■ Task statement ■
Up to and including the line holding "1px #cecac6) drop-shadow(0", write out the data exactly from its first line, but not the pictures.

■ Raw data ■
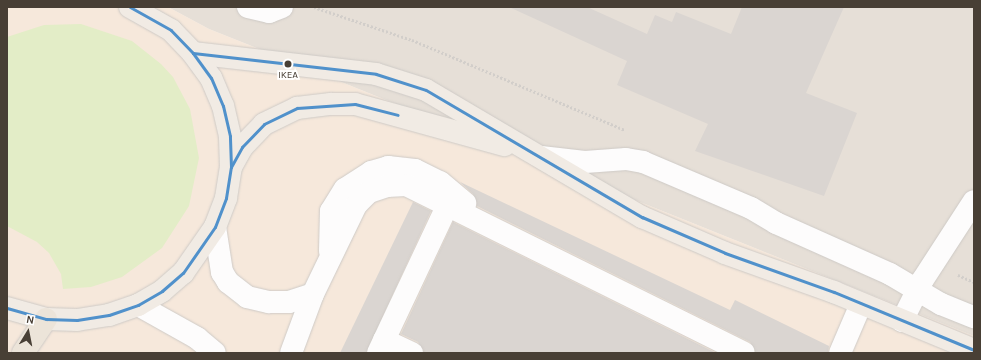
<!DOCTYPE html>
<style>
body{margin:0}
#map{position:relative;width:981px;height:360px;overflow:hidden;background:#f2eeea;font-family:Karla,sans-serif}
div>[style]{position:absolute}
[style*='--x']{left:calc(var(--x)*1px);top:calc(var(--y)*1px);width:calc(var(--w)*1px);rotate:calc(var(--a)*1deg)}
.residential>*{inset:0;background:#e6dfd7}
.commercial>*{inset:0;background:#f6e8db}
.green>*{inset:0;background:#e3edc7}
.building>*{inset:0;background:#dad5d1}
.path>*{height:2.5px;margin-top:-1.25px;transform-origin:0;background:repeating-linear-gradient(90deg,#d2ceca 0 2px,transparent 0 4px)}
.roads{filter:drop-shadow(0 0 1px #cecac6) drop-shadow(0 0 1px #cecac6)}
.minor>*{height:22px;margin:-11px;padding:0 11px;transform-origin:11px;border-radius:11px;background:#fdfcfc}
.major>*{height:22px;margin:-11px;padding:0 11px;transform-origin:11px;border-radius:11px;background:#f1ebe4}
.highway>*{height:22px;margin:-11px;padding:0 11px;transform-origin:11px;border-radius:11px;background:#ece4d9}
.bus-1>*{height:3px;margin:-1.5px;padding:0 1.5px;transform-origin:1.5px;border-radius:1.5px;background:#5091cb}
.dots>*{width:11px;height:11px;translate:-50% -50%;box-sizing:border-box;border:2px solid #fff;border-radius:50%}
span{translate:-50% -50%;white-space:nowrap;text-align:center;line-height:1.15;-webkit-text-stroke:3.5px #fff;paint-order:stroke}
.bus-label{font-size:10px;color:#483f35}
.frame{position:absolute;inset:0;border:8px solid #483f35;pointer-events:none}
.north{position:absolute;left:8px;top:312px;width:40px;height:40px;-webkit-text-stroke:3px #fff;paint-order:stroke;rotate:10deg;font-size:11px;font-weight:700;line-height:16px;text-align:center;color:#483f35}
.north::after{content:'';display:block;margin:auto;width:14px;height:18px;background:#483f35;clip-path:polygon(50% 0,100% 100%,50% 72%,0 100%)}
</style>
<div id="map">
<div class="residential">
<div style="clip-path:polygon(168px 7px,974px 7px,974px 336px,209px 29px)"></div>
</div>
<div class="commercial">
<div style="clip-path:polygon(7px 7px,168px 7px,209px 29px,974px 336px,974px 353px,7px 353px)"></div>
</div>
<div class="green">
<div style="clip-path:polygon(81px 24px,132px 41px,161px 64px,173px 77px,190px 109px,199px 158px,189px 206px,162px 248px,122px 277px,91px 287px,63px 289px,61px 274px,49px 253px,37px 242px,7px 226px,7px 37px,44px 25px)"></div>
</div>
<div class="building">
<div style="clip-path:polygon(509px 7px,587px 7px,647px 34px,655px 15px,672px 22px,676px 12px,731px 34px,742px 7px,844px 7px,806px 93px,857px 113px,824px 196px,695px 151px,708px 124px,617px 85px,627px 61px)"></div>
<div style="clip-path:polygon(460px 182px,730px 310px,735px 300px,829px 346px,828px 353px,756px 353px,750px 342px,477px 206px,473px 194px)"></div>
<div style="clip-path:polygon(413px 202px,431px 211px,366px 353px,340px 353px)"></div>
<div style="clip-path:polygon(453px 222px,716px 353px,424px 353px,418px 342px,401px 334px)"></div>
</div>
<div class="path">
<div style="--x:314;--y:7;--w:103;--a:18.6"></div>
<div style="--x:412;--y:40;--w:231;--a:22.9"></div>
<div style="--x:958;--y:275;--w:17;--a:24"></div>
</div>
<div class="roads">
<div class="minor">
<div style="--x:248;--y:7;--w:22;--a:13"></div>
<div style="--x:269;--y:12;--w:14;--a:-21"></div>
<div style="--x:541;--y:157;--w:44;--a:6.5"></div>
<div style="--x:585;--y:162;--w:41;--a:-4.2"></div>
<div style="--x:626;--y:159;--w:17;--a:10"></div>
<div style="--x:643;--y:162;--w:117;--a:23.1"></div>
<div style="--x:751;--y:208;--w:29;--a:31"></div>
<div style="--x:776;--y:223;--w:125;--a:24.1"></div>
<div style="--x:890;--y:274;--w:59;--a:30.5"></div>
<div style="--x:941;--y:304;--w:35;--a:22"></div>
<div style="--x:215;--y:227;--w:46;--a:81.2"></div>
<div style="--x:222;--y:272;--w:12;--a:59"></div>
<div style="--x:228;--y:282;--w:24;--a:38"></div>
<div style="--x:247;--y:297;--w:23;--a:13"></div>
<div style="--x:269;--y:302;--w:20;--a:0"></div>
<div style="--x:289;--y:302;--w:25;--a:-18"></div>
<div style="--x:330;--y:251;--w:40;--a:-88.6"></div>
<div style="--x:331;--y:211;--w:26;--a:-58"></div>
<div style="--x:345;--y:189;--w:31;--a:-33"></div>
<div style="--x:371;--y:172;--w:18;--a:-16"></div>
<div style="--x:388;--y:167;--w:27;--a:6"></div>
<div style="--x:415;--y:170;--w:28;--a:26"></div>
<div style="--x:440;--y:182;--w:33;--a:40"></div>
<div style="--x:138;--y:305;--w:68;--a:29.2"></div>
<div style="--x:197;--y:338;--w:23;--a:40"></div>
<div style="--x:902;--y:321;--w:45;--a:-63.4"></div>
<div style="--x:922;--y:281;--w:95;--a:-57"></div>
<div style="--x:384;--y:340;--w:31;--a:25"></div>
<div style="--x:291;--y:353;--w:63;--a:-69.6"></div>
<div style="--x:313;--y:294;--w:99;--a:-64.2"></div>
<div style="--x:356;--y:205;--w:18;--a:-45"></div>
<div style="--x:369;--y:192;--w:19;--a:-18"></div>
<div style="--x:387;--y:186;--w:19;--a:-3"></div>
<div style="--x:406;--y:185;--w:377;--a:26.4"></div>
<div style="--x:378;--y:353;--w:165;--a:-64.8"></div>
<div style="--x:840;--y:353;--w:53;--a:-66.8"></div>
</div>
<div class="major">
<div style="--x:193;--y:53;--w:184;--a:6.5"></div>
<div style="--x:376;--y:74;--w:52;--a:17.7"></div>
<div style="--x:426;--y:90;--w:251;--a:30.5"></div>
<div style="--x:642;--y:217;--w:90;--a:23.4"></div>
<div style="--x:725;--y:253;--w:116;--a:19.7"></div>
<div style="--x:834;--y:292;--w:152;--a:22.5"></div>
<div style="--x:231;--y:167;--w:23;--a:-61"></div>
<div style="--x:242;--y:147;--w:32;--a:-46"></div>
<div style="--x:264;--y:124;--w:37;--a:-26"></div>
<div style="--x:297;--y:108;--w:34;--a:-7"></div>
<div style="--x:331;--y:104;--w:24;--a:0"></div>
<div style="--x:355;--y:104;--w:155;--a:15.4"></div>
<div style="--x:7;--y:308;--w:41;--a:15.8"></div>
<div style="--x:46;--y:319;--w:31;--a:2"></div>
<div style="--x:77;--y:320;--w:32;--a:-9"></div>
<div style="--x:109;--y:315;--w:31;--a:-19"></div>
<div style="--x:138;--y:305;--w:28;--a:-30"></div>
<div style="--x:162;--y:291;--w:28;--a:-41"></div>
<div style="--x:183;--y:273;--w:56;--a:-55.2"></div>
<div style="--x:215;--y:227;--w:31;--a:-69"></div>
<div style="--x:226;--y:198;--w:31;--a:-81"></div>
<div style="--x:231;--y:167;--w:31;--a:-92"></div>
<div style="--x:230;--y:136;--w:31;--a:-103"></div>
<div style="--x:223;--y:106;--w:30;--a:-113"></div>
<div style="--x:211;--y:78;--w:31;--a:-126"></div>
<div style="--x:193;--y:53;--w:32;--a:-134"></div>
<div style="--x:171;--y:30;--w:47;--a:-150.7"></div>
</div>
<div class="highway">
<div style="--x:23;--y:353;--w:41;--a:-55.9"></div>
</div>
</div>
<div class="bus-1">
<div style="--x:193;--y:53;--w:184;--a:6.5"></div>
<div style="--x:376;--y:74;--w:52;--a:17.7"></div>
<div style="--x:426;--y:90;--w:251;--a:30.5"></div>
<div style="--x:642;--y:217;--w:90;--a:23.4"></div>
<div style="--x:725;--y:253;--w:116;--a:19.7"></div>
<div style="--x:834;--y:292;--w:152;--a:22.5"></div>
<div style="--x:231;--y:167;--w:23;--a:-61"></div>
<div style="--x:242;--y:147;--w:32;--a:-46"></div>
<div style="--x:264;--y:124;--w:37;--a:-26"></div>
<div style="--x:297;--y:108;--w:58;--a:-3.9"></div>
<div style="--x:355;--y:104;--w:44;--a:14.3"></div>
<div style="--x:7;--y:308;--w:41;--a:15.8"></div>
<div style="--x:46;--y:319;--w:31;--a:2"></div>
<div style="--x:77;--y:320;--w:32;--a:-9"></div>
<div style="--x:109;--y:315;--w:31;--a:-19"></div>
<div style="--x:138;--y:305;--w:28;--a:-30"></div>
<div style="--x:162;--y:291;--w:28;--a:-41"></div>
<div style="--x:183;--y:273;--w:56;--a:-55.2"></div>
<div style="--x:215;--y:227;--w:31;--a:-69"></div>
<div style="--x:226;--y:198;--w:31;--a:-81"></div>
<div style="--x:231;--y:167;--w:31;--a:-92"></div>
<div style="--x:230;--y:136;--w:31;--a:-103"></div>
<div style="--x:223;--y:106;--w:30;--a:-113"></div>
<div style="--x:211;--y:78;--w:31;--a:-126"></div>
<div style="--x:193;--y:53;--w:32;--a:-134"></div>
<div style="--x:171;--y:30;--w:47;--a:-150.7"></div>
</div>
<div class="dots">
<div style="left:288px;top:64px;background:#483f35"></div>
</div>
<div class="bus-label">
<span style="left:288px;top:76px">IKEA</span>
</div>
<div class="frame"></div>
<div class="north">N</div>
</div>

■ Your solution ■
<!DOCTYPE html>
<style>
body{margin:0}
#map{position:relative;width:981px;height:360px;overflow:hidden;background:#f2eeea;font-family:Karla,sans-serif}
div>[style]{position:absolute}
[style*='--x']{left:calc(var(--x)*1px);top:calc(var(--y)*1px);width:calc(var(--w)*1px);rotate:calc(var(--a)*1deg)}
.residential>*{inset:0;background:#e6dfd7}
.commercial>*{inset:0;background:#f6e8db}
.green>*{inset:0;background:#e3edc7}
.building>*{inset:0;background:#dad5d1}
.path>*{height:2.5px;margin-top:-1.25px;transform-origin:0;background:repeating-linear-gradient(90deg,#d2ceca 0 2px,transparent 0 4px)}
.roads{filter:drop-shadow(0 0 1px #cecac6) drop-shadow(0 0 1px #cecac6)}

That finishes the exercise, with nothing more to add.